More hands, grabbing Dead Rick under the arms; with slime and shit greasing the passage, Gadling was able to pull him out with only the most casual effort. “If you remember much, you might,” Nadrett said. “Though after this long—a century? No, more—I’ll be surprised if you do. Don’t much matter either way. Chrennois, get to it.”
Nadrett moved out of the way. Dead Rick, climbing to his feet, saw the sprite go to the mouth of the ghost’s tunnel with something in his hands. A box, about the size of a man’s head but wider, with flexible canvas sides that allowed him to extend the front forward. Two silver-rimmed lenses were set into that front board, winking clean brilliance in the dim light.
Wary, but not yet afraid, the ghost said, “What is that?”
Dead Rick answered him silently, held frozen by sudden, half-formed understanding. It’s a camera.
Lunar caustic, satyr’s bile. Nadrett was doing something with photography—or r
ather, this French faerie was, on his behalf. Were they about to open a passage to Faerie? In the filthy sewers of London? Dead Rick tensed, unsure what he was going to do, but ready to do something.
Chrennois peered through an opening in the top of the box, then pulled a lever set into the side. With a most peculiar noise—halfway between a moan and a huh of surprise—the ghost vanished.
It didn’t even fade; it simply blinked out of existence. The figure of the young man disappeared, leaving behind only faint wisps of phantasmal substance, which dissipated before they could fall to the sludge below. Those weren’t even gone yet when Nadrett demanded, “Did it work?”
The sprite shrugged, collapsing the front of his camera back into the rest of the body. “I’ll have to develop the plate to be certain. But he went somewhere; it seems likely.”
“Good.”
There was no mistaking the malicious pleasure in Nadrett’s voice. For the camera’s work, or the capture of that ghost in particular? Maybe both. He’d clearly recognized the young man, and just as clearly didn’t like him. That alone was enough to make Dead Rick feel sorry for the unknown phantom. But he couldn’t regret the fellow’s imprisonment too much, because it had just handed Dead Rick another piece of the puzzle.

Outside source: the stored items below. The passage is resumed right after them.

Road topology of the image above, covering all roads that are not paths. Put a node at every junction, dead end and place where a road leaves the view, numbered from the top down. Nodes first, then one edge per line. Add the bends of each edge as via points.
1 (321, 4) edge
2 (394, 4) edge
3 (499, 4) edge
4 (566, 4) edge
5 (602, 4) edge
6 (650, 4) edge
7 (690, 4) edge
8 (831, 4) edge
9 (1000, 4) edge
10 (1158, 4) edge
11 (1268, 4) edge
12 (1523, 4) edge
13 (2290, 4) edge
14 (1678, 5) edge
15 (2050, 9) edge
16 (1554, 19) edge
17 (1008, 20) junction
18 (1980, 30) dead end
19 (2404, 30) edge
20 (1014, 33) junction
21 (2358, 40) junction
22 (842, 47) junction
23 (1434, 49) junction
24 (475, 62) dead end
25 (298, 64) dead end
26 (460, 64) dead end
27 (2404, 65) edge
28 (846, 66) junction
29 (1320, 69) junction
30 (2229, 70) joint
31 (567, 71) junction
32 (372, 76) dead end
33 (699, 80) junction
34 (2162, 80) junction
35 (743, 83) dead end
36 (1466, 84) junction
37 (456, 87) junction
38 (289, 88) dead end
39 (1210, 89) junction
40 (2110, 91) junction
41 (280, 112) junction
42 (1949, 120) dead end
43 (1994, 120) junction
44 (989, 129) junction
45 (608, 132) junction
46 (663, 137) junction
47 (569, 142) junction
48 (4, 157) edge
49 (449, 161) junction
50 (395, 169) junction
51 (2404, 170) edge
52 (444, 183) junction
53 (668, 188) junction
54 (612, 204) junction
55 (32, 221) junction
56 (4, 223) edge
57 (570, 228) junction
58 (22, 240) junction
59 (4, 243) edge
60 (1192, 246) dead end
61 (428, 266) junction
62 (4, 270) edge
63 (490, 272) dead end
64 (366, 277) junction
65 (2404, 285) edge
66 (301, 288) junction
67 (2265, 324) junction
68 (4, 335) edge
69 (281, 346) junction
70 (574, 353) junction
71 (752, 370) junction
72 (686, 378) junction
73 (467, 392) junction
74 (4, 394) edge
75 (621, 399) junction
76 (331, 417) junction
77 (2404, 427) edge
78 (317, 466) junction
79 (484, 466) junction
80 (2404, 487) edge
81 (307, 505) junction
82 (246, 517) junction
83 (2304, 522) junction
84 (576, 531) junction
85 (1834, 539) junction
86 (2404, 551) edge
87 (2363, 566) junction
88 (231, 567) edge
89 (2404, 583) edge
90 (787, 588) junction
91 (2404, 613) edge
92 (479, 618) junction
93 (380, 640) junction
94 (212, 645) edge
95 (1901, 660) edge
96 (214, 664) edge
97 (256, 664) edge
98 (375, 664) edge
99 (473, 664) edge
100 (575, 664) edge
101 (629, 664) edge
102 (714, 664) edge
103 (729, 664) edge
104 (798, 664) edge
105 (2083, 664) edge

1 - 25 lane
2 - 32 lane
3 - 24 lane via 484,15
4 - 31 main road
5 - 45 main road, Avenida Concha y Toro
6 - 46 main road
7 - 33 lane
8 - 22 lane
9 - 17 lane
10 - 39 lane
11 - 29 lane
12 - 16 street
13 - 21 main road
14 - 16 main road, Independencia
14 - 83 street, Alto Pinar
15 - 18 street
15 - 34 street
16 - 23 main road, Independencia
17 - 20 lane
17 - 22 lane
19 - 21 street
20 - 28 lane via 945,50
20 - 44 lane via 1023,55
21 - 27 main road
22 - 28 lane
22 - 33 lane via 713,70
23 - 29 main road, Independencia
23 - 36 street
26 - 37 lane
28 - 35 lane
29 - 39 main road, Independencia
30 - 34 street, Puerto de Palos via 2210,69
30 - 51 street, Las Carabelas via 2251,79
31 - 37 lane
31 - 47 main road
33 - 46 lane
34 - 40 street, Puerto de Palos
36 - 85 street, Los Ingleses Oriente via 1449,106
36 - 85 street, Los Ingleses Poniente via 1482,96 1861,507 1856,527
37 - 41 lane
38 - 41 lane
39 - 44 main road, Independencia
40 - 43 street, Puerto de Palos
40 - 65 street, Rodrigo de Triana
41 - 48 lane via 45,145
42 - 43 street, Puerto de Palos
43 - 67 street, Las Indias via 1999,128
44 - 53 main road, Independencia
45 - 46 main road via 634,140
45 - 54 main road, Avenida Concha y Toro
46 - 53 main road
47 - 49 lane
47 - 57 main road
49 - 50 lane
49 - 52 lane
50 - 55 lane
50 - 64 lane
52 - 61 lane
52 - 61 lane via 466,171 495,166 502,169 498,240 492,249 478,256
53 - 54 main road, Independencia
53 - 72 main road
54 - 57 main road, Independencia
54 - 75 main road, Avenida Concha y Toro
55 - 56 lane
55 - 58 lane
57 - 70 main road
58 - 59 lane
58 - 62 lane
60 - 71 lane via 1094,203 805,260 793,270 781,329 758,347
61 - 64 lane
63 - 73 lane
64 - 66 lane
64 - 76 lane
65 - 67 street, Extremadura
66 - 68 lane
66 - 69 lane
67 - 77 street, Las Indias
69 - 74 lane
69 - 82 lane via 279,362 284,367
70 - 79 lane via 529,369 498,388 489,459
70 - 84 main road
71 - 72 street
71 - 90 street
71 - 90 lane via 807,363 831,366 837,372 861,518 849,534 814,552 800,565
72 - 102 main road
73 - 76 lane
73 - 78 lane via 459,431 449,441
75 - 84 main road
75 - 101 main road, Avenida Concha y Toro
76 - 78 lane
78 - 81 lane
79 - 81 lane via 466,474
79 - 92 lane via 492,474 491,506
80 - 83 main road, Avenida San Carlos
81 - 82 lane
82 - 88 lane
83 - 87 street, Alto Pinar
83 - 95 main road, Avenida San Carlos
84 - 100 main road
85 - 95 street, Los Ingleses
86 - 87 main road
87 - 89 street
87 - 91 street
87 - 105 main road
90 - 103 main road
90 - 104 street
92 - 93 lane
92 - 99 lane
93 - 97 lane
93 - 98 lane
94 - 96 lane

Now if only he could figure out what it meant.
There was certainly no sign of a passage to Faerie. Were Nadrett and Chrennois planning on using the ghost in some fashion, later on? Or was this a test of the photography concept, a stepping-stone on the way to something greater? Dead Rick had no idea; what little he knew about science came by way of the mortal and faerie inventions that occasionally appeared in the Goblin Market. But the voice, he was willing to bet, would know more.
For one unpleasant moment he thought he’d given his intentions away, when Nadrett turned without warning on him and Gadling. In a voice colder than ice, the master said, “You don’t tell nobody about this. Understand? First one to open ’is mouth gets an iron knife through the eye.”